[conspire] Security holes fixed in SVG, CUPS

Rick Moen rick at linuxmafia.com
Thu Sep 15 13:02:09 PDT 2011


Quoting Edward Mokurai Cherlin (mokurai at sugarlabs.org):

> Debian and thus Ubuntu have sent out security patches this week for
> ways to execute arbitrary code in SVG interpretation and in CUPS
> printing. 


This is a gross exaggeration.  The SVG vulnerability is in librsvg,
another piece of spaghetti code from the GNOME Project.  Sauli Pahlman's
bug report said:

  eg/librsvg crashes when attempting to call NULL while opening the
  attached reproducer. Marking initially as vuln since i did not check
  whether the call address can be changed to something else than just
  NULL.

More at:  https://bugs.launchpad.net/ubuntu/+source/librsvg/+bug/825497


Being able to feed public data to a badly written lib and make it segfault
is obviously A Bad Thing and _could theoretically, eventually_ be coaxed
into doing something other than causing a graphics viewer to fall over,
but the current news is _nothing_ like 'ways to execute arbitrary code'.
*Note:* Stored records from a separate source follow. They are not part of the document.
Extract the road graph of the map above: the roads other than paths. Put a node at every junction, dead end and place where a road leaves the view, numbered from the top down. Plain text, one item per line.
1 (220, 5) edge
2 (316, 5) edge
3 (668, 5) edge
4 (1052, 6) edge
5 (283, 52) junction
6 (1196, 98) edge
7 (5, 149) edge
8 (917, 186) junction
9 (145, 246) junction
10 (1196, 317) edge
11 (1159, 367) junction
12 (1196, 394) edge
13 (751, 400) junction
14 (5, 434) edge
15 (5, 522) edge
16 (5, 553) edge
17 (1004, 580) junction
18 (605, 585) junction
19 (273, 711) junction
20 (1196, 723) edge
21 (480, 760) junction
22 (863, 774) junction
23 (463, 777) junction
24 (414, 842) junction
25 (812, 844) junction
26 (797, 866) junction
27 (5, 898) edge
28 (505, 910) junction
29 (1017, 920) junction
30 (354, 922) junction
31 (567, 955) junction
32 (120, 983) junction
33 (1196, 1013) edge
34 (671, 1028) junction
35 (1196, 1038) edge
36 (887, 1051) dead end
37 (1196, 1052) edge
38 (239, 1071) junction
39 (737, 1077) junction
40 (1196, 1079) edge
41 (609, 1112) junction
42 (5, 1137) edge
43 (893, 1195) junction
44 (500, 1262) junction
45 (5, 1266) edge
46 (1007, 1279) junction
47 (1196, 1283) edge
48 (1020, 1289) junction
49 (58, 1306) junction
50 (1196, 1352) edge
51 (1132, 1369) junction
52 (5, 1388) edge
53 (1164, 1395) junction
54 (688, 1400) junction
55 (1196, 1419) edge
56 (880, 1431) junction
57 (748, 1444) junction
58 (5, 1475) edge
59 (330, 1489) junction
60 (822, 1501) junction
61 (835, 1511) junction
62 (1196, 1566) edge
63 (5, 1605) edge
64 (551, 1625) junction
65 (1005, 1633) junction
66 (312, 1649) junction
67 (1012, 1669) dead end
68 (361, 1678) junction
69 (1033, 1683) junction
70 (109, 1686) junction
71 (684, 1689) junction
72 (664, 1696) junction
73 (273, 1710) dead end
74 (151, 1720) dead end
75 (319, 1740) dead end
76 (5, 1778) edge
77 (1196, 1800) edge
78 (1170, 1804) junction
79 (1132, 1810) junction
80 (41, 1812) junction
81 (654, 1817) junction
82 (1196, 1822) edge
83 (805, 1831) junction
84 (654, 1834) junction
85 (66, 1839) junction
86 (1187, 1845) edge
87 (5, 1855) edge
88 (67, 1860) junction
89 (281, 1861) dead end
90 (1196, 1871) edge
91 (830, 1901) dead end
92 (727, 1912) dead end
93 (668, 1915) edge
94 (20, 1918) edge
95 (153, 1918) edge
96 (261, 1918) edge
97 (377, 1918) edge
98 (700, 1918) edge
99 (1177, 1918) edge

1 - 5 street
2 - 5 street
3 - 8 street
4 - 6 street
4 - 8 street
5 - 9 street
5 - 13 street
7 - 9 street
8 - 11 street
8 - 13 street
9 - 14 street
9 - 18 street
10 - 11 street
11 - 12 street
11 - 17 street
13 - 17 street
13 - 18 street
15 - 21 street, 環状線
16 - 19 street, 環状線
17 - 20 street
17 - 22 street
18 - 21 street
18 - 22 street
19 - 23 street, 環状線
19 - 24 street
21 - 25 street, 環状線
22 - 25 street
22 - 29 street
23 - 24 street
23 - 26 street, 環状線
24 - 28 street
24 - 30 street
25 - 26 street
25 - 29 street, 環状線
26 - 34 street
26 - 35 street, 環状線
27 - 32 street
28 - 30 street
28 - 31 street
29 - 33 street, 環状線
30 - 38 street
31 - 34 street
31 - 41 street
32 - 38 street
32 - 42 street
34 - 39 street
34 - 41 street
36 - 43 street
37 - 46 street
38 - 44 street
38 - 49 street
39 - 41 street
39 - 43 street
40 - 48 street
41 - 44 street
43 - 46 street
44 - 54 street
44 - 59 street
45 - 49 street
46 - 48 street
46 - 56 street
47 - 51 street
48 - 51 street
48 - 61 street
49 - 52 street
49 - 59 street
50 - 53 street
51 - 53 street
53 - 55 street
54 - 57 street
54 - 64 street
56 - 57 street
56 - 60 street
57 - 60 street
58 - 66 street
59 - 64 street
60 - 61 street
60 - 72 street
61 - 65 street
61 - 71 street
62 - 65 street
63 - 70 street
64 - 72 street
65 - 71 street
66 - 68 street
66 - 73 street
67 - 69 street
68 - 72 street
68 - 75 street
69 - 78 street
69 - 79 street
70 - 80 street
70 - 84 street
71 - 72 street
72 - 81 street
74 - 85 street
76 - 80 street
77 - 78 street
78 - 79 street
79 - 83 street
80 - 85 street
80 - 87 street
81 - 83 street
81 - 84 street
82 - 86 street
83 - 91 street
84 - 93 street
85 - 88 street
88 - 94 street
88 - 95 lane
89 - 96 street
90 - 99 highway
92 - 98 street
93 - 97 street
The two bugs against CUPS are a similar story:  

1.  A fuzzed and LZW-compressed GIF triggers buffer overflow in
gif_read_lzw() in filter/image-gif.c, leading to heap corruption.
Submitter says 'This should not have any bad security implications for
CUPS beyond filter crash, as this keeps looping until some unmapped
memory is hit, without trying to use corrupted memory.  I'm tagging this
as security so you can review and decide how you want to handle this.'

http://cups.org/str.php?L3867

2.  A similar malformed GIF can cause that same routine to do buffer
over-read (which is a bug with potential security implications, but, in
brief testing, couldn't even be induced to crash the print filter.

http://cups.org/str.php?L3869


I've been a bit wary of code parsing SVG files from public data, because
it's new and because SVG is an insanely complex image format.  However, 
(1) you grossly exaggerate the current problem, and also (2) eschewing
cruddy GNOME software avoids even that much completely.

> However, the actual comedy section,
> 
> http://www.debian.org/doc/manuals/securing-debian-howto/ch10.en.html#s10.5
> 10.5 Genius/Paranoia Ideas — what you could do
> 
> seems to be beyond parody.
> 
> After a clean install and initial configuration, use the chattr
> program with the +i attribute to make files unmodifiable...Note that
> this strategy also prevents you from upgrading your system's
> packages...

If you insist on trying advanced ideas, expect to deal with obstacles.
That particular one's easy to deal with:  Just put a few
'DPkg::Pre-Invoke' commands into /etc/apt/apt.conf to remove the
immutable bit before package operations and a matching
'DPkg::Post-Invoke' line to put it back.  That's the way to have /tmp
non-executable or /usr read-only, etc., on .deb-based distributions.
Examples here:

http://www.debian-administration.org/articles/57

If you're not up for that, don't try to implement advanced notions of
system hardening, especially when the author warns you in advance about
an ancillary problem you'll have to solve.